Since 2019 the German national intelligence service Federal Office for the Protection of the Constitution (BfV) classified JA as “Prüffall“, meaning the agency is monitoring the public activities of JA.

History
In view of the JA's independence it has been regarded by the AfD hierarchy as being somewhat wayward, with the JA repeatedly accused of being "too far right," politically regressive and anti-feminist among the German media.'In March 2014, The Junge Alternative hosted Nigel Farage who had been invited to address the party's North Rhine-Westphalia organisation in Cologne. The invitation is alleged to have caused some trouble within the AfD itself over the youth wing’s unauthorised invitation of Farage, with the regional association and the youth wing wanting to stress their independence. The invitation was contrary to a decision of the AfD National Executive whose policy is that official contact with foreign parties is decided only by the federal executive. Nigel Farage's presence apparently led to a deterioration in relations with Bernd Lucke, the then-AfD leader, who called the move a "sign of poor political tact."

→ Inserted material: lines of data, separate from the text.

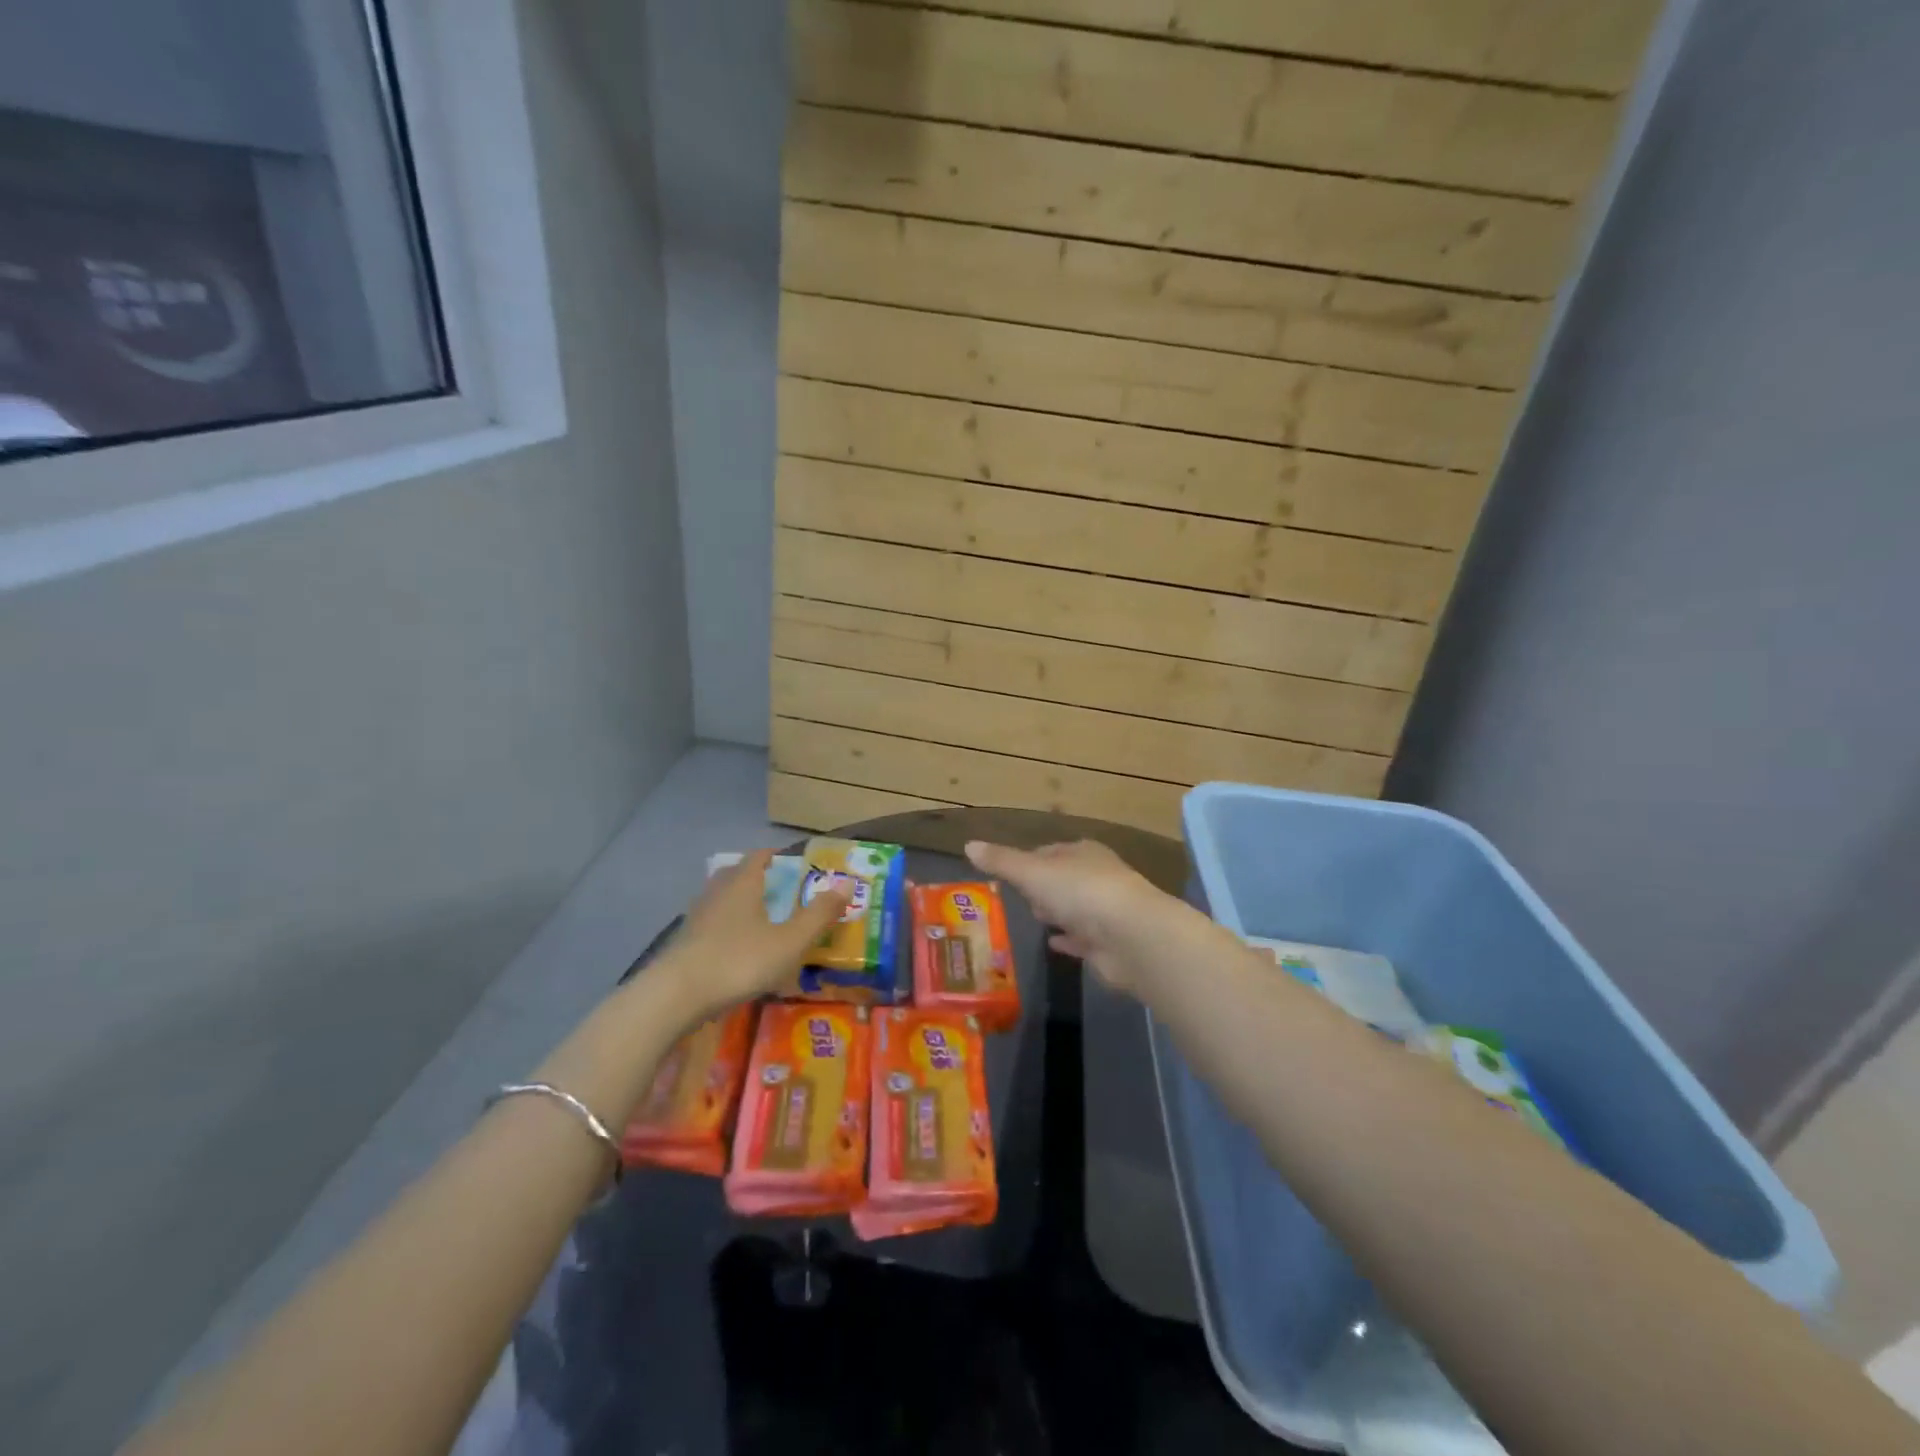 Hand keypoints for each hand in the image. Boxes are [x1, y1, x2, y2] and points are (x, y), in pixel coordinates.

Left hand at [651, 850, 849, 1021]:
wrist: (675, 995)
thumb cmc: (740, 960)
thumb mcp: (790, 941)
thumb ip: (819, 914)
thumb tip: (846, 885)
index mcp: (744, 883)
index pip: (759, 857)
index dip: (775, 855)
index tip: (791, 861)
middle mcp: (717, 892)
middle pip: (736, 874)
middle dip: (755, 876)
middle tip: (776, 888)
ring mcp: (696, 917)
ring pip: (720, 898)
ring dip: (737, 902)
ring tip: (757, 918)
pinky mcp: (683, 942)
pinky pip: (709, 923)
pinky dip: (724, 927)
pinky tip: (733, 947)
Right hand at [964, 838, 1215, 1000]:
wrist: (1131, 937)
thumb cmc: (1080, 892)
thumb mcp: (1032, 872)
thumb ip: (1001, 862)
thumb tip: (968, 844)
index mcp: (1081, 852)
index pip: (1049, 850)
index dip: (1028, 859)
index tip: (1007, 871)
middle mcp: (1096, 877)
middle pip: (1062, 878)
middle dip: (1042, 886)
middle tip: (1018, 896)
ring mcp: (1106, 911)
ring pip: (1074, 908)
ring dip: (1056, 912)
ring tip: (1033, 919)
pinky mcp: (1108, 944)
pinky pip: (1082, 938)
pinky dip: (1068, 939)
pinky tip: (1053, 943)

The JA launched an anti-feminist campaign entitled "Gleichberechtigung statt Gleichmacherei''" (variously translated as "equal rights, not levelling down" or "equality instead of uniformity") on Facebook in response to the Young Socialists in the SPD, which posted photos supportive of feminism to mark International Women's Day. The Facebook page of JA describes feminism as a "left-wing ideology", and asks people to post reasons to reject it. With the JA also citing opposition to gender quota proposals in Germany for women as a motivation. Sections of the German media also labelled election campaign material of the JA which showed attractive women in swimwear under the slogan "equality instead of uniformity" as in bad taste. The JA followed with a poster of four shirtless men under the slogan "end soft justice".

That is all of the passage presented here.